Saturday, May 01, 2004

RainbowButterflyTiara says:
yesterday was a great time of fellowship wit me mummy..we kinda went shoopping for clothes to wear on my birthday which is tmr btw.hurhur.. aiint i evil! ahah! x) im so glad that my birthday falls on a sunday.. cause i'll be celebrating my birthday wit everyone esp my most beloved, Jesus. i really hope tmr would be an awesome day. i dont need presents, i just want my baby! okies, getting back to the shopping trip, my mummy bought me a veryyyy sweet and cute looking white top.. its so cute!! x) and a white skirt.. i'll be as pure as snow tmr!ahah! uh huh.. bought new sandals...hope sister shirley wont scold me if i wear that for duty cause it has heels! soooooooooo she wont have the right to say that i am wearing slippers! ahahah x) ahh wells, what else is there to update? oH! my mummy's friend bought me a nice pink lonngggg butterfly wallet!its nice...but kinda empty! x((( ahh wells,,gonna hit the books now! but not before i change the songs in my mp3 player!
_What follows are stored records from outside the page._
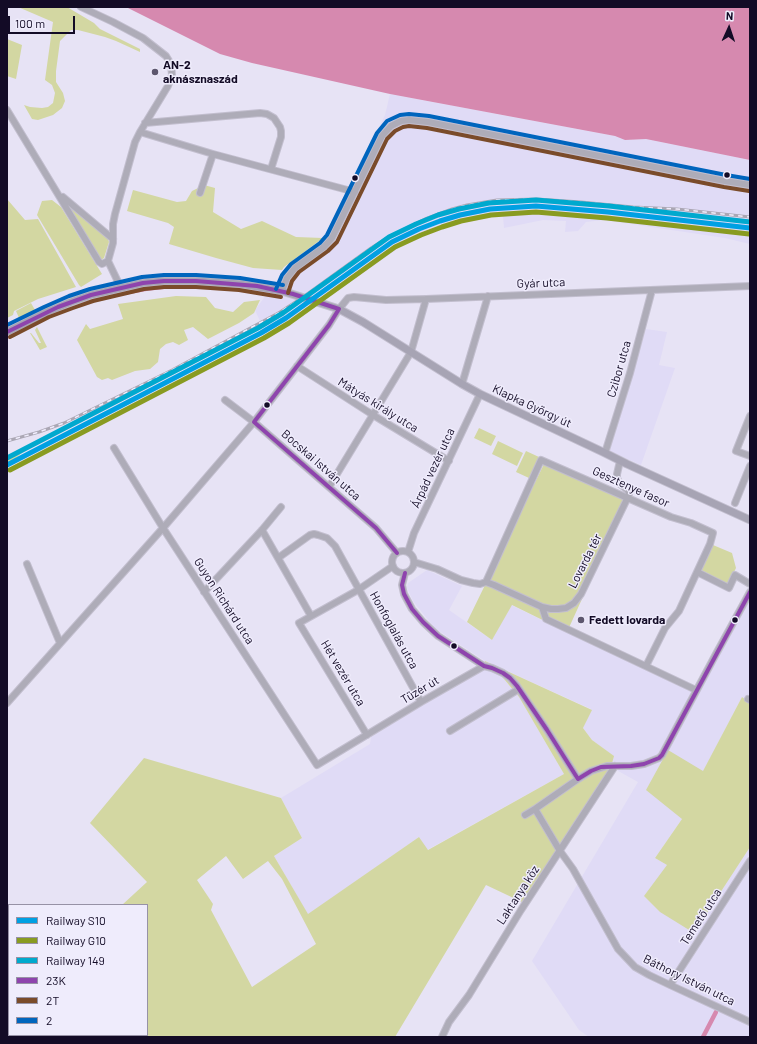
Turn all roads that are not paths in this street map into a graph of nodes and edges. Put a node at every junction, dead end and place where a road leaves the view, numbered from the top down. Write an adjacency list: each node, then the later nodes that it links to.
1 (81, 7): 3 (street)
2 (7, 110): 10 (street)
3 (146, 123): 4 (street); 6 (street)
4 (140, 132): 5 (street); 13 (street)
5 (213, 154): 6 (street); 9 (street)
6 (272, 169): 8 (street)
7 (750, 185): 8 (street)
8 (355, 192): 18 (street)
9 (200, 193)
10 (59, 194): 11 (street); 12 (street)
11 (74, 206): 12 (street); 13 (street)
12 (69, 212): 14 (street)
13 (113, 239): 14 (street)
14 (108, 261): 16 (street)
15 (750, 286): 17 (street, Gyár utca)
16 (121, 288): 18 (main road, Klapka György út); 22 (main road, Klapka György út)
17 (652, 290): 19 (street, Gyár utca); 32 (street, Czibor utca)
18 (282, 291): 21 (main road, Klapka György út)
19 (488, 296): 20 (street, Gyár utca); 25 (street)
20 (426, 299): 21 (street, Gyár utca); 23 (street)
21 (339, 309): 23 (main road, Klapka György út); 24 (street, Gyár utca)
22 (7, 332)
23 (411, 352): 25 (main road, Klapka György út); 28 (street)
24 (297, 366): 28 (street, Mátyás király utca); 30 (street, Gyár utca)
25 (462, 384): 26 (main road, Klapka György út)
26 (480, 394): 32 (main road, Klapka György út); 34 (street, Árpád vezér utca)
27 (225, 400): 30 (street, Bocskai István utca)
28 (373, 415): 34 (street, Mátyás király utca); 37 (street)
29 (750, 416): 33 (street)
30 (254, 422): 37 (street, Bocskai István utca); 42 (street, Gyár utca)
31 (114, 448): 42 (street, Guyon Richárd utca)
32 (605, 453): 35 (main road, Klapka György út)
33 (750, 456)
34 (449, 461): 44 (street, Árpád vezér utca)
35 (620, 461): 38 (street); 41 (main road, Klapka György út)
36 (750, 466): 39 (street)
37 (329, 486): 45 (street, Bocskai István utca)
38 (628, 497): 50 (street, Gesztenye fasor); 52 (street, Gesztenye fasor); 57 (street, Lovarda tér)
39 (735, 503)
40 (281, 507): 43 (street)
41 (750, 520)
42 (164, 528): 55 (street, Guyon Richárd utca); 60 (street, Gyár utca)
43 (262, 530): 46 (street); 55 (street)
44 (408, 552): 45 (street); 47 (street)
45 (397, 553): 49 (street)
46 (278, 558): 54 (street, Honfoglalás utca); 58 (street)
47 (414, 562): 51 (street); 52 (street)
48 (27, 564): 60 (street)
49 (393, 566): 51 (street); 54 (street, Honfoglalás utca)
50 (697, 572): 53 (street); 62 (street)
51 (405, 573): 61 (street)
52 (486, 582): 57 (street)
53 (750, 584)
54 (358, 590): 58 (street, Honfoglalás utca); 65 (street, Honfoglalás utca)
55 (204, 592): 69 (street, Guyon Richárd utca)
56 (750, 592): 64 (street)
57 (542, 607): 62 (street)
58 (311, 616): 59 (street, Honfoglalás utca)
59 (299, 623): 68 (street, Hét vezér utca)
60 (60, 643): 66 (street, Gyár utca)
61 (484, 666): 63 (street); 65 (street, Tüzér út)
62 (646, 666): 64 (street)
63 (519, 689): 67 (street); 71 (street)
64 (696, 690): 70 (street)
65 (421, 702): 68 (street, Tüzér út)
66 (7, 703)
67 (450, 731)
68 (367, 735): 69 (street, Tüzér út)
69 (317, 765)
70 (615, 766): 71 (street); 74 (street, Laktanya köz)
71 (578, 779): 72 (street)
72 (535, 809): 73 (street); 74 (street, Báthory István utca)
73 (525, 815)
74 (560, 851): 76 (street, Báthory István utca); 78 (street, Laktanya köz)
75 (750, 861): 76 (street, Temető utca)
76 (670, 985): 77 (street, Báthory István utca)
77 (750, 1022)
78 (442, 1037)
Just a quote, "If there’s really a need can always come to me…I’ll always be happy to be there for you…"
okay here's the final verdict:
i love assuring you of my love, but yet i'm the one that needs the assurance. i contradict myself once too many. why is it always that i have to worry about things that i told you not to worry about? but i guess it's just me and my really wierd mind. i'm either a hardcore mental sadist that loves to play with my own mind, making myself confused and hurt. i have no clue as to why i do it! what is that network that links people up together and let others write testimonials anyways! (i'm not making any allegations against it, i'm just describing. *right..*) read yours and sort of came across something maybe i shouldn't have stumbled upon. i regretted venturing into your 'testimonials'. thought i wouldn't find anything, but guess i was wrong. anyways, who is to blame? me i guess. (told ya i'm a mental sadist). depression? you thought only YOU would have. i'm always asking you to trust me and all. i think i understand how you feel. but surely mine is much worse. :( lots of depressing thoughts coming into mind now. i'd better sign off now and go seek solace in God. He's the only one who can comfort my hurts and my pains, those that far exceed mortal emotion descriptions. one word; INSECURITY. that's all i have to say.
small little revelation; Procrastination = Laziness = Un-Godly = Sin.